Founded in the 1990s by Francesco Illy, a member of the renowned Illy Coffee family. Podere le Ripi is a rising star in the world of Brunello di Montalcino wines. With its winery facility located in the desirable Southeastern quadrant of Montalcino, Podere Le Ripi sources grapes from vineyards it owns throughout the appellation.

Sebastian Nasello is the CEO and winemaker here, and crafts his Rosso and Brunello di Montalcino wines with an eye towards biodynamic farming their vineyards and using minimal intervention in the cellar.

“Podere Le Ripi was started on an old sheep farm with the goal of creating a fully sustainable ecosystem for our vineyards and wine,” says Nasello, a Tuscan native who has been making the wines at Podere Le Ripi since 2011, “and all our decisions in the vineyard are made with the utmost care and attention to putting vine health first,” he adds.

The winemaking region of Montalcino is made up of four vineyard areas all surrounding the central hill upon which the village Montalcino sits, and each has its own unique terroir that it brings to the grapes. When Speaking of their vineyards locations, most producers narrow it down to East and West.

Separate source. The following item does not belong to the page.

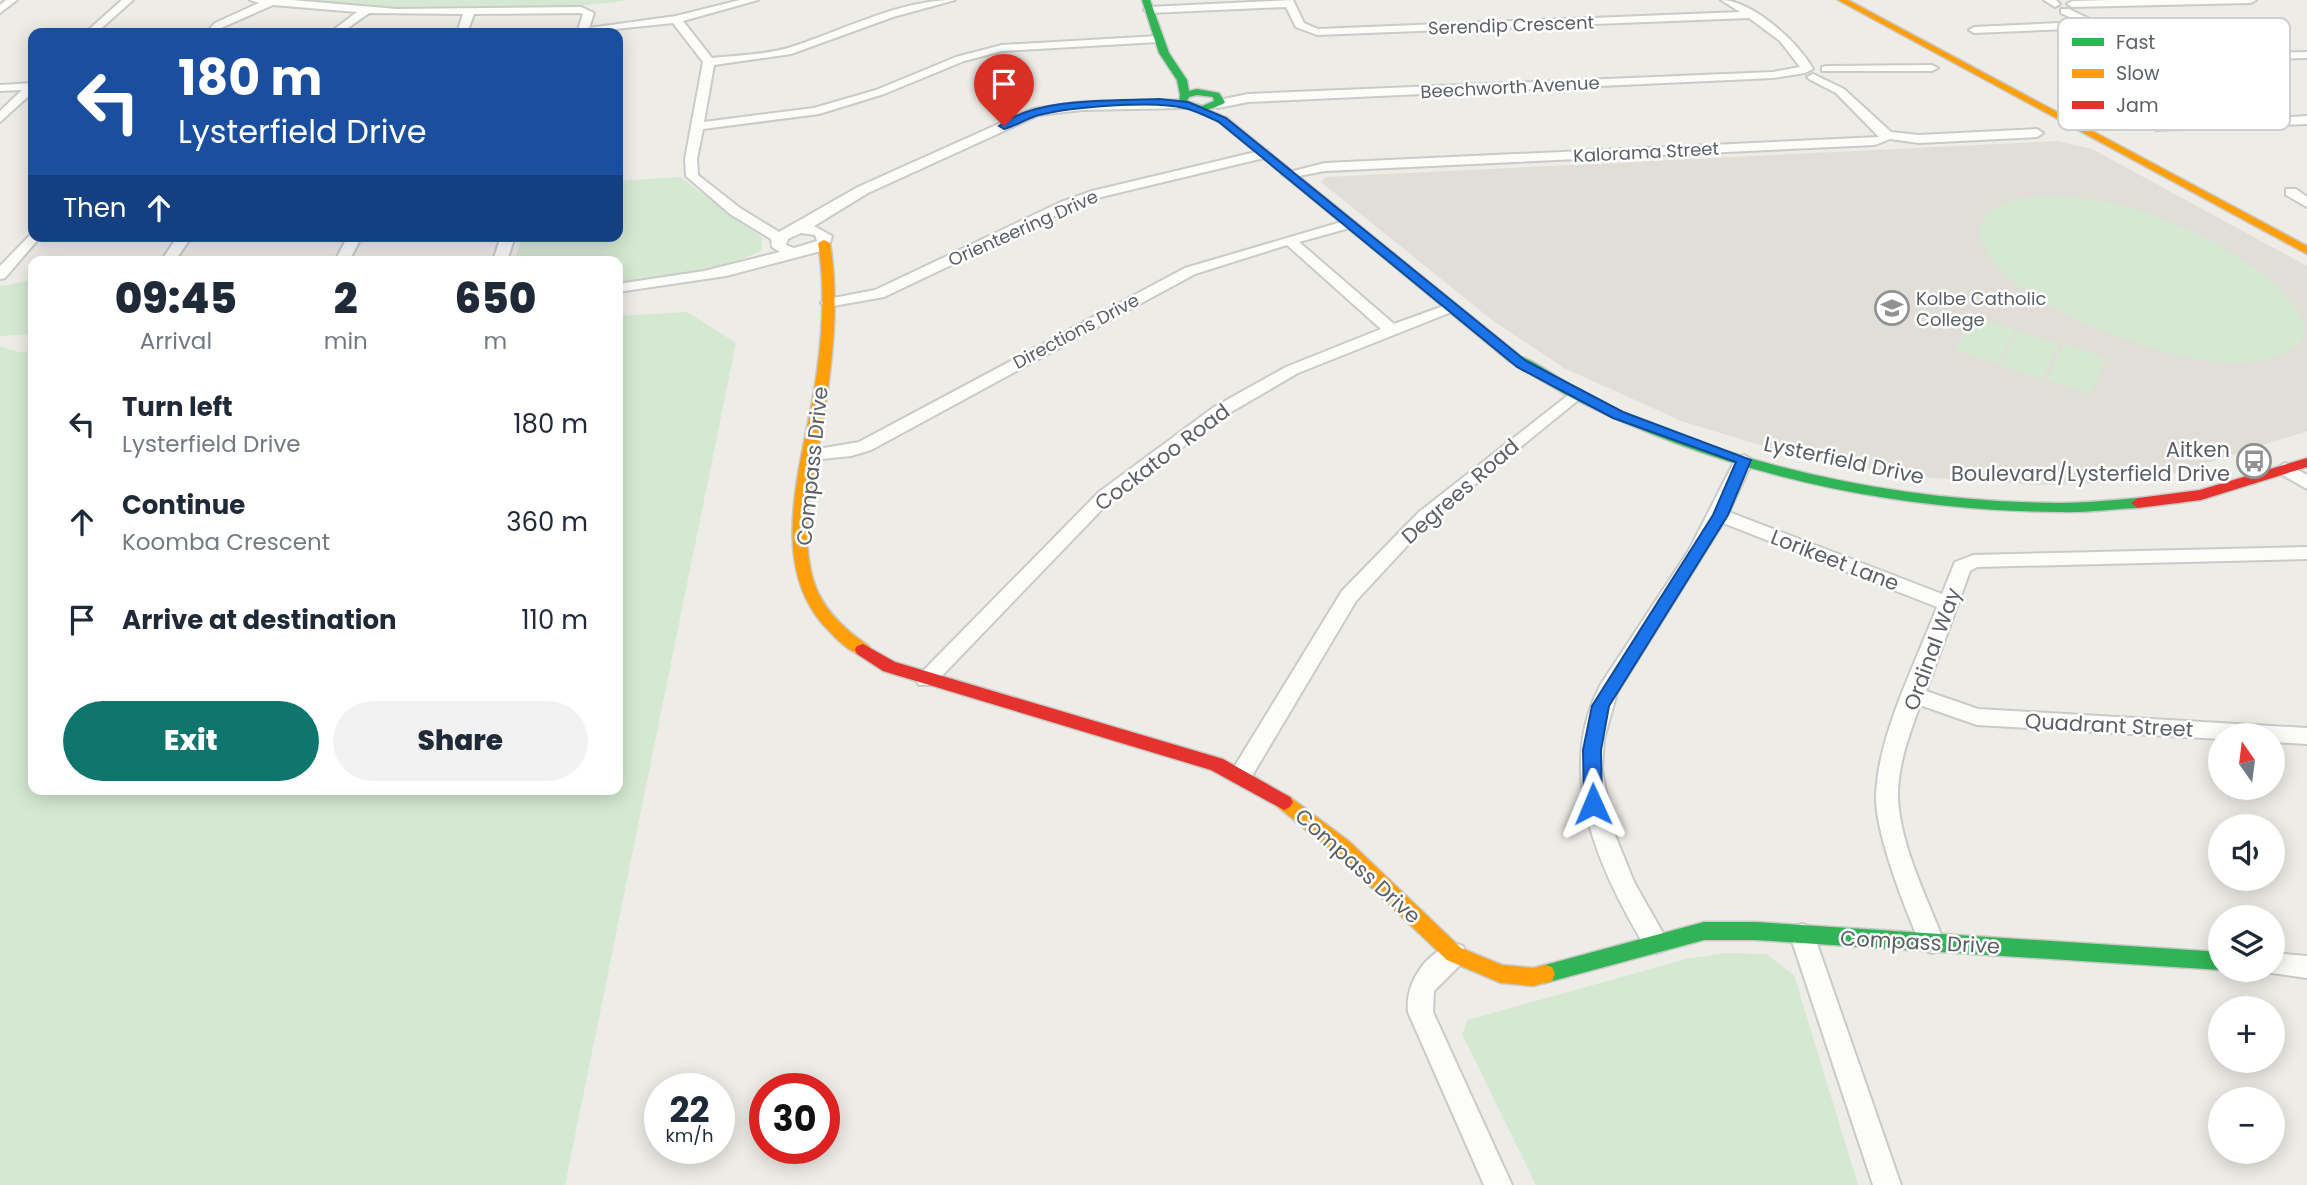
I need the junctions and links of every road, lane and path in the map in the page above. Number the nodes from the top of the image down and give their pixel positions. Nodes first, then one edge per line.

Overview of Podere Le Ripi
Overview of Podere Le Ripi

Vineyards of the Eastern slope are generally warmer and more dry with primarily sedimentary clay soils, while the vineyards of the Western side, which is more wild and untamed by agriculture over the centuries, tends to be slightly cooler with stony alluvial soils. “Sangiovese is a very shy variety with a great sense of place,” says Nasello, “so in order to understand Brunello, we must first understand where the Sangiovese that it is made with grows, as different vineyards present different flavor profiles when the wine is made.”

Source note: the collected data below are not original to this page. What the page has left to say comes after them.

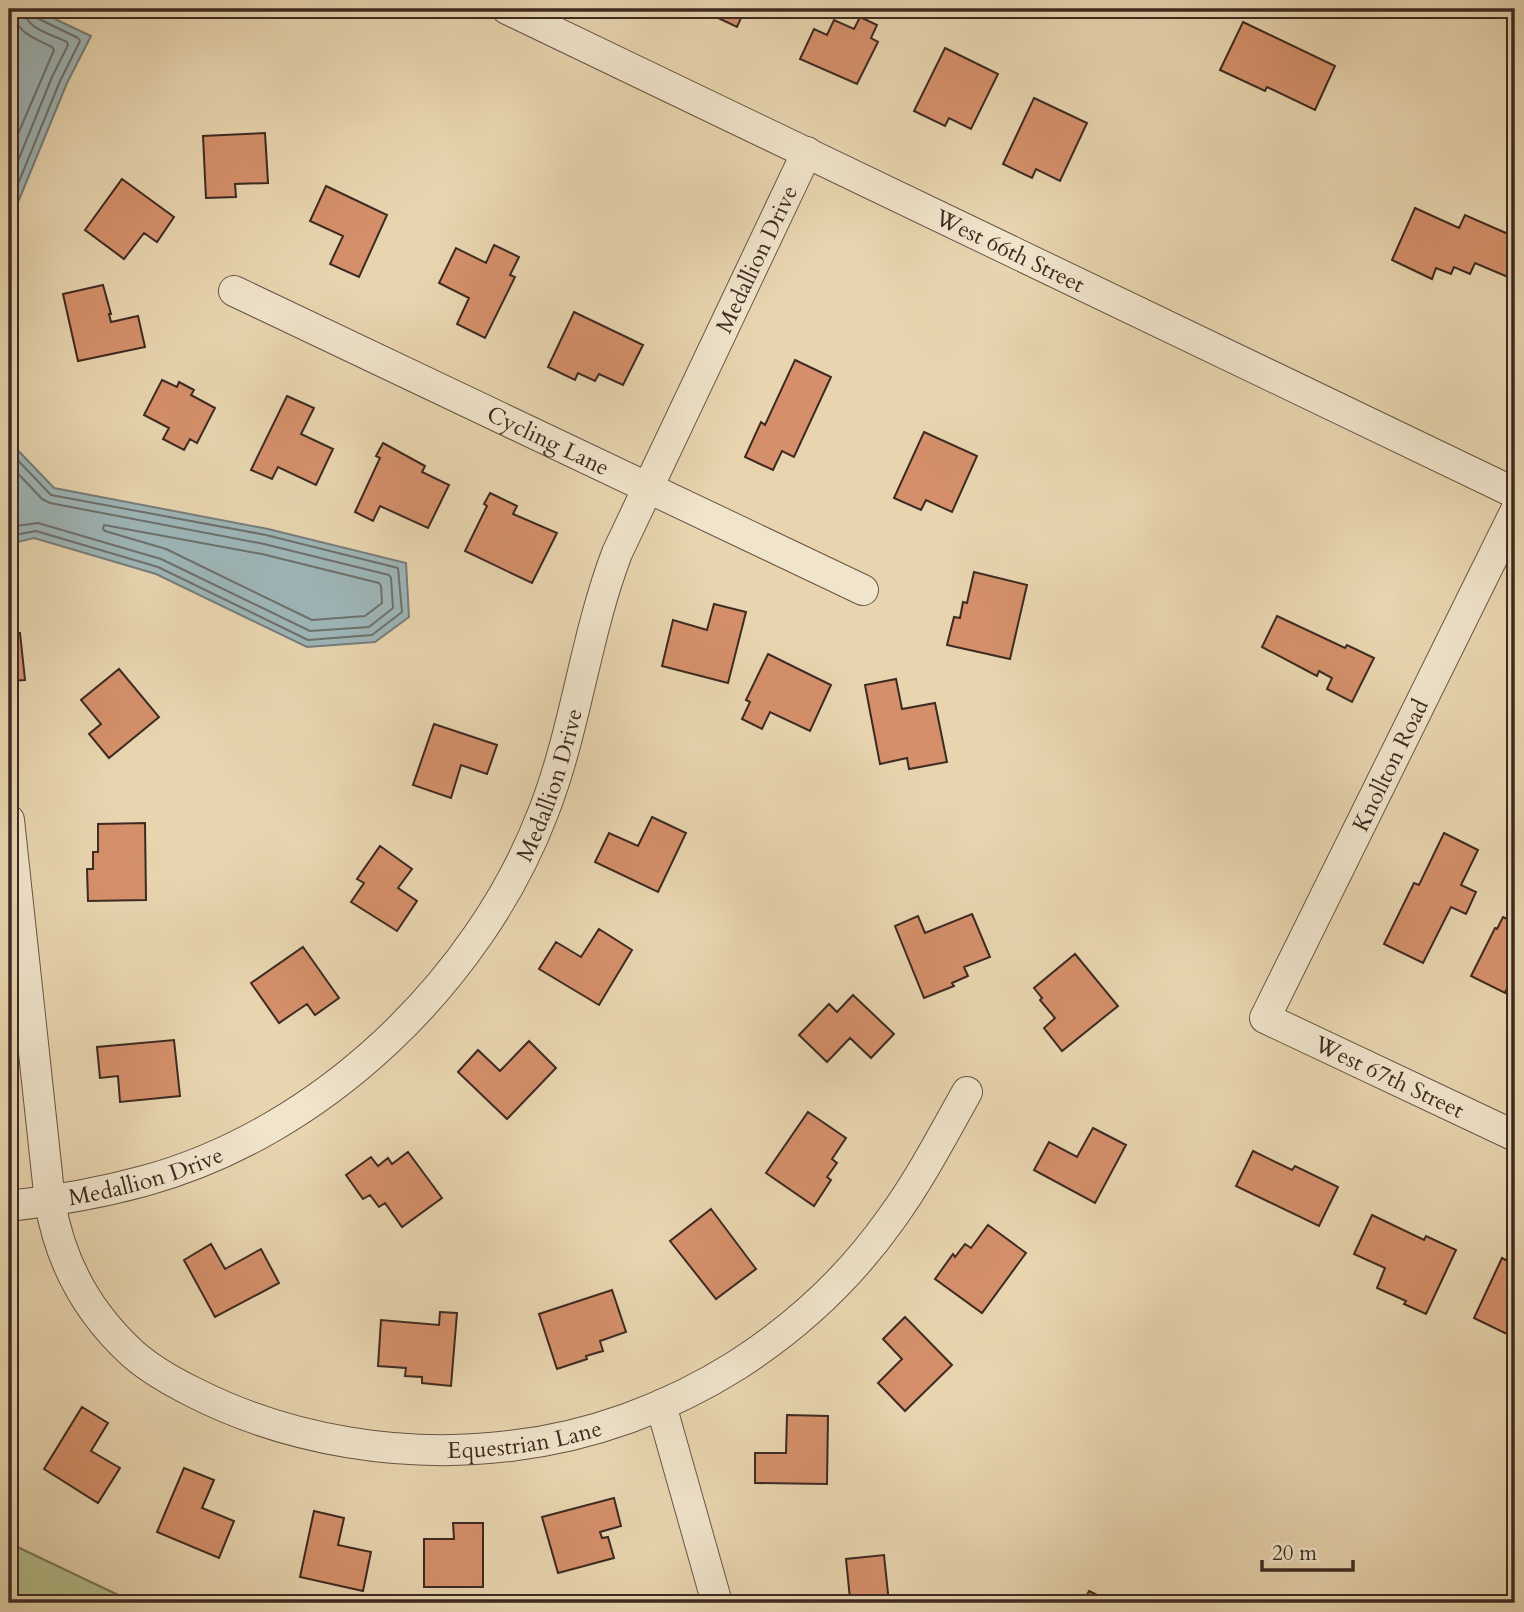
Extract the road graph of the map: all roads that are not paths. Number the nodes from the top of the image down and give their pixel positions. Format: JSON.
{"nodes":[{"id":1,"x":506,"y":9,"type":"edge"},
{"id":2,"x":807,"y":152,"type":"junction"},
{"id":3,"x":234,"y":291,"type":"dead end"},
{"id":4,"x":649,"y":488,"type":"junction"},
{"id":5,"x":1515,"y":493,"type":"edge"},
{"id":6,"x":1515,"y":512,"type":"edge"},
{"id":7,"x":863,"y":590,"type":"dead end"},
{"id":8,"x":9,"y":820,"type":"edge"},
{"id":9,"x":1265,"y":1018,"type":"joint"},
{"id":10,"x":967,"y":1092,"type":"dead end"},
{"id":11,"x":1515,"y":1136,"type":"edge"},
{"id":12,"x":50,"y":1202,"type":"junction"},
{"id":13,"x":9,"y":1206,"type":"edge"},
{"id":14,"x":661,"y":1405,"type":"junction"},
{"id":15,"x":717,"y":1603,"type":"edge"}],
"edges":[{"from":1,"to":2,"type":"street","name":"West 66th Street"},
{"from":2,"to":4,"type":"street","name":"Medallion Drive"},
{"from":2,"to":5,"type":"street","name":"West 66th Street"},
{"from":3,"to":4,"type":"street","name":"Cycling Lane"},
{"from":4,"to":7,"type":"street","name":"Cycling Lane"},
{"from":4,"to":12,"type":"street","name":"Medallion Drive"},
{"from":6,"to":9,"type":"street","name":"Knollton Road"},
{"from":8,"to":12,"type":"street","name":"Equestrian Lane"},
{"from":9,"to":11,"type":"street","name":"West 67th Street"},
{"from":10,"to":14,"type":"street","name":"Equestrian Lane"},
{"from":12,"to":13,"type":"street","name":"Medallion Drive"},
{"from":12,"to":14,"type":"street","name":"Equestrian Lane"},
{"from":14,"to":15,"type":"street"}]}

Podere Le Ripi makes wines across the spectrum of defined allowable wines as specified by the Consorzio del Vino Brunello di Montalcino, Brunello’s governing body, including IGT (Indicazione Geografica Tipica), Rosso di Montalcino, Brunello and Riserva Brunello wines.

Podere Le Ripi team

When growing seasons are exceptional, Nasello and his team also make a small production single vineyard-designated Brunello called Ciello d’Ulisse. Cielo d’Ulisse, is a 100% Sangiovese (as is all Brunello di Montalcino) from a vineyard of the same name carved from the heavily forested far Western side of Montalcino’s designated growing area. “Afternoon sun, poor soils and the dry climate of the Ciello d’Ulisse site create the perfect terroir in which to cultivate Sangiovese of top quality,” says Nasello, “and the Ciello d’Ulisse Brunello is made from a small percentage of the best hand-picked grapes from that vineyard,” he adds.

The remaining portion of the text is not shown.